What you have to do: All of the records should be given again exactly as they appear.
Material for this task Start Marker
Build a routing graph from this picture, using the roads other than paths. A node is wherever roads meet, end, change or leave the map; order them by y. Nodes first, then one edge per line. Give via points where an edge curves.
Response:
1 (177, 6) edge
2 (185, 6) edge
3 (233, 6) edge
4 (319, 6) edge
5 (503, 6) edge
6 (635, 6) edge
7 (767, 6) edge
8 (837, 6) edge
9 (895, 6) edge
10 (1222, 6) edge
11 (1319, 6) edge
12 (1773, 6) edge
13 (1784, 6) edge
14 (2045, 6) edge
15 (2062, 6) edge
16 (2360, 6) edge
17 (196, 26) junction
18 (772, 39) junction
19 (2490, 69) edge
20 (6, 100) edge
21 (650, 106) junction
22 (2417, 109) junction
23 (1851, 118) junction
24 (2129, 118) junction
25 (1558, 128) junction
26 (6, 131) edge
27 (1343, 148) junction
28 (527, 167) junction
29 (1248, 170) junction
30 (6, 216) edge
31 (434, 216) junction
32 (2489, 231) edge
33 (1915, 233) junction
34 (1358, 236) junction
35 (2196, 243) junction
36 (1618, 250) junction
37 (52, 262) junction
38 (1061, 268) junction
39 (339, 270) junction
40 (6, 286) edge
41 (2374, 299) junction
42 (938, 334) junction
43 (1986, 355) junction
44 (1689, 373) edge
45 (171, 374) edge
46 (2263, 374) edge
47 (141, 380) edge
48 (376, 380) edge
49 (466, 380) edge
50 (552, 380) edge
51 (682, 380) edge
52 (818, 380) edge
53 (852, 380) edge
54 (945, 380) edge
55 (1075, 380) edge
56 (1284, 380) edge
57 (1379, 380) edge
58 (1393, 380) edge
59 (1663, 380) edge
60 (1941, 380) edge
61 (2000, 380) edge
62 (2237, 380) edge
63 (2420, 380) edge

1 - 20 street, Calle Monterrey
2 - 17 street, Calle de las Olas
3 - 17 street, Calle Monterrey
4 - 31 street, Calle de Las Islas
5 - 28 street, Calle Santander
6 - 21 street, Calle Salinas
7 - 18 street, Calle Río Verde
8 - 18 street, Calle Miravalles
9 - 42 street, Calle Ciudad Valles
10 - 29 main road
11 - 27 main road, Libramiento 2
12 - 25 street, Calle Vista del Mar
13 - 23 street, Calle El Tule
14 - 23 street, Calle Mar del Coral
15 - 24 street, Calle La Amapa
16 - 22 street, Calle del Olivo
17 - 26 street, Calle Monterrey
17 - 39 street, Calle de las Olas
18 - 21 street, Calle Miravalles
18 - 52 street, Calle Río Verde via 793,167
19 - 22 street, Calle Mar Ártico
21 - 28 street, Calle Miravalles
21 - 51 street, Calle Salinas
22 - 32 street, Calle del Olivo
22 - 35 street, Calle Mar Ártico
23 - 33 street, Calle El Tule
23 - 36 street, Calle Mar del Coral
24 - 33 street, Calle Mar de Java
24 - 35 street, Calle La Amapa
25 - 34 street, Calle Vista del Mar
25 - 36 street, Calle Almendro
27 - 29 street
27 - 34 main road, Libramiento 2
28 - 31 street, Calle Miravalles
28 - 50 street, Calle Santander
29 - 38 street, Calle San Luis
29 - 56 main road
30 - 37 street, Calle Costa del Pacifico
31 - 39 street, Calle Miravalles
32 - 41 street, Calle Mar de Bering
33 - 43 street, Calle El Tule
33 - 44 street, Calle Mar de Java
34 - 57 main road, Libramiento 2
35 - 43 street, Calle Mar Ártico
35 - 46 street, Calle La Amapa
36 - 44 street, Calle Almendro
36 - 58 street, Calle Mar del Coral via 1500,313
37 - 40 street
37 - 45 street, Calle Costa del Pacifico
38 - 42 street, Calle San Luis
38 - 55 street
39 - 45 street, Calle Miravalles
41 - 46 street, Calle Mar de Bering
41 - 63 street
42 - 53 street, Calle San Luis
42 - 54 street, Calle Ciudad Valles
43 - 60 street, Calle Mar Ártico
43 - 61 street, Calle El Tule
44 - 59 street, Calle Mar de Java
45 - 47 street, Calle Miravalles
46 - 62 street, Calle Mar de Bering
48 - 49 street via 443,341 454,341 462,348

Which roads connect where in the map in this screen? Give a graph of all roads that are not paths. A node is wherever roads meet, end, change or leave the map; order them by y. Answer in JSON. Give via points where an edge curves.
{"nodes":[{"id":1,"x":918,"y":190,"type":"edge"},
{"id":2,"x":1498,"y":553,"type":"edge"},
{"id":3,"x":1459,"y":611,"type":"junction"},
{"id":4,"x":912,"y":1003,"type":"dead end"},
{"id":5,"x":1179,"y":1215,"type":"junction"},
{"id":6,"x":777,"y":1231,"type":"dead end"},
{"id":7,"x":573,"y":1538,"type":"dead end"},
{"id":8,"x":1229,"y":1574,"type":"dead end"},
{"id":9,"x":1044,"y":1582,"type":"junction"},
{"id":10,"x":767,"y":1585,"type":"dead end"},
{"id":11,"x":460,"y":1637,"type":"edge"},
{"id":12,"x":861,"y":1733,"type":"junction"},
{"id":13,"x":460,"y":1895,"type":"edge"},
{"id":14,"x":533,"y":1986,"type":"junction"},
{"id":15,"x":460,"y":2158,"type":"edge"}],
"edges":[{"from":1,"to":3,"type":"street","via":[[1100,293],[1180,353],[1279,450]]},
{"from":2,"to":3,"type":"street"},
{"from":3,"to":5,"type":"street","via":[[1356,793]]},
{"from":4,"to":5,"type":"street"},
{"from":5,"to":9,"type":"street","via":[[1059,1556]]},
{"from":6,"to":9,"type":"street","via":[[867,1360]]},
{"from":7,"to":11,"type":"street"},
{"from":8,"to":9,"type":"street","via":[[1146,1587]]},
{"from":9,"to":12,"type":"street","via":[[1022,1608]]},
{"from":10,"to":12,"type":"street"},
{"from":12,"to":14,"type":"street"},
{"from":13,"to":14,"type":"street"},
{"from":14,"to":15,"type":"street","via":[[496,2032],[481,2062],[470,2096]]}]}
Material for this task End Marker
Answer to this task:
Build a routing graph from this picture, using the roads other than paths. A node is wherever roads meet, end, change or leave the map; order them by y. Nodes first, then one edge per line. Give via points where an edge curves.
Response:
1 (177, 6) edge
2 (185, 6) edge
3 (233, 6) edge
4 (319, 6) edge
5 (503, 6) edge
6 (635, 6) edge
7 (767, 6) edge
8 (837, 6) edge
9 (895, 6) edge
10 (1222, 6) edge
11 (1319, 6) edge
12 (1773, 6) edge
13 (1784, 6) edge
14 (2045, 6) edge
15 (2062, 6) edge
16 (2360, 6) edge
17 (196, 26) junction
18 (772, 39) junction
19 (2490, 69) edge
20 (6, 100) edge
21 (650, 106) junction
22 (2417, 109) junction
23 (1851, 118) junction
24 (2129, 118) junction
25 (1558, 128) junction
26 (6, 131) edge
27 (1343, 148) junction
28 (527, 167) junction
29 (1248, 170) junction
30 (6, 216) edge
31 (434, 216) junction
32 (2489, 231) edge
33 (1915, 233) junction
34 (1358, 236) junction
35 (2196, 243) junction
36 (1618, 250) junction
37 (52, 262) junction
38 (1061, 268) junction
39 (339, 270) junction
40 (6, 286) edge
41 (2374, 299) junction
42 (938, 334) junction
43 (1986, 355) junction
44 (1689, 373) edge
45 (171, 374) edge
46 (2263, 374) edge
47 (141, 380) edge
48 (376, 380) edge
49 (466, 380) edge
50 (552, 380) edge
51 (682, 380) edge
52 (818, 380) edge
53 (852, 380) edge
54 (945, 380) edge
55 (1075, 380) edge
56 (1284, 380) edge
57 (1379, 380) edge
58 (1393, 380) edge
59 (1663, 380) edge
60 (1941, 380) edge
61 (2000, 380) edge
62 (2237, 380) edge
63 (2420, 380) edge

1 - 20 street, Calle Monterrey
2 - 17 street, Calle de las Olas
3 - 17 street, Calle Monterrey
4 - 31 street, Calle de Las Islas
5 - 28 street, Calle Santander
6 - 21 street, Calle Salinas
7 - 18 street, Calle Río Verde
8 - 18 street, Calle Miravalles
9 - 42 street, Calle Ciudad Valles
10 - 29 main road
11 - 27 main road, Libramiento 2
12 - 25 street, Calle Vista del Mar
13 - 23 street, Calle El Tule
14 - 23 street, Calle Mar del Coral
15 - 24 street, Calle La Amapa
16 - 22 street, Calle del Olivo
17 - 26 street, Calle Monterrey
17 - 39 street, Calle de las Olas
18 - 21 street, Calle Miravalles
18 - 52 street, Calle Río Verde via 793,167
19 - 22 street, Calle Mar Ártico
21 - 28 street, Calle Miravalles
21 - 51 street, Calle Salinas
22 - 32 street, Calle del Olivo
22 - 35 street, Calle Mar Ártico
23 - 33 street, Calle El Tule
23 - 36 street, Calle Mar del Coral
24 - 33 street, Calle Mar de Java
24 - 35 street, Calle La Amapa
25 - 34 street, Calle Vista del Mar
25 - 36 street, Calle Almendro
27 - 29 street
27 - 34 main road, Libramiento 2
28 - 31 street, Calle Miravalles
28 - 50 street, Calle Santander
29 - 38 street, Calle San Luis
29 - 56 main road
30 - 37 street, Calle Costa del Pacifico
31 - 39 street, Calle Miravalles
32 - 41 street, Calle Mar de Bering
33 - 43 street, Calle El Tule
33 - 44 street, Calle Mar de Java
34 - 57 main road, Libramiento 2
35 - 43 street, Calle Mar Ártico
35 - 46 street, Calle La Amapa
36 - 44 street, Calle Almendro
36 - 58 street, Calle Mar del Coral via 1500,313
37 - 40 street
37 - 45 street, Calle Costa del Pacifico
38 - 42 street, Calle San Luis
38 - 55 street
39 - 45 street, Calle Miravalles
41 - 46 street, Calle Mar de Bering
41 - 63 street
42 - 53 street, Calle San Luis
42 - 54 street, Calle Ciudad Valles
43 - 60 street, Calle Mar Ártico
43 - 61 street, Calle El Tule
44 - 59 street, Calle Mar de Java
45 - 47 street, Calle Miravalles
46 - 62 street, Calle Mar de Bering
48 - 49 street via 443,341 454,341 462,348

Which roads connect where in the map in this screen? Give a graph of all roads that are not paths. A node is wherever roads meet, end, change or leave the map; order them by y. Answer in JSON. Give via points where an edge curves.
{"nodes":[{"id":1,"x":918,"y":190,"type":"edge"},
{"id":2,"x":1498,"y":553,"type":"edge"},
{"id":3,"x":1459,"y":611,"type":"junction"},
{"id":4,"x":912,"y":1003,"type":"dead end"},
{"id":5,"x":1179,"y":1215,"type":"junction"},
{"id":6,"x":777,"y":1231,"type":"dead end"},
{"id":7,"x":573,"y":1538,"type":"dead end"},
{"id":8,"x":1229,"y":1574,"type":"dead end"},
{"id":9,"x":1044,"y":1582,"type":"junction"},
{"id":10,"x":767,"y":1585,"type":"dead end"},
{"id":11,"x":460,"y":1637,"type":"edge"},
{"id":12,"x":861,"y":1733,"type":"junction"},
{"id":13,"x":460,"y":1895,"type":"edge"},
{"id":14,"x":533,"y":1986,"type":"junction"},
{"id":15,"x":460,"y":2158,"type":"edge"}],
"edges":[{"from":1,"to":3,"type":"street","via":[[1100,293],[1180,353],[1279,450]]},
{"from":2,"to":3,"type":"street"},
{"from":3,"to":5,"type":"street","via":[[1356,793]]},
{"from":4,"to":5,"type":"street"},
{"from":5,"to":9,"type":"street","via":[[1059,1556]]},
{"from":6,"to":9,"type":"street","via":[[867,1360]]},
{"from":7,"to":11,"type":"street"},
{"from":8,"to":9,"type":"street","via":[[1146,1587]]},
{"from":9,"to":12,"type":"street","via":[[1022,1608]]},
{"from":10,"to":12,"type":"street"},
{"from":12,"to":14,"type":"street"},
{"from":13,"to":14,"type":"street"},
{"from":14,"to":15,"type":"street","via":[[496,2032],[481,2062],[470,2096]]}]}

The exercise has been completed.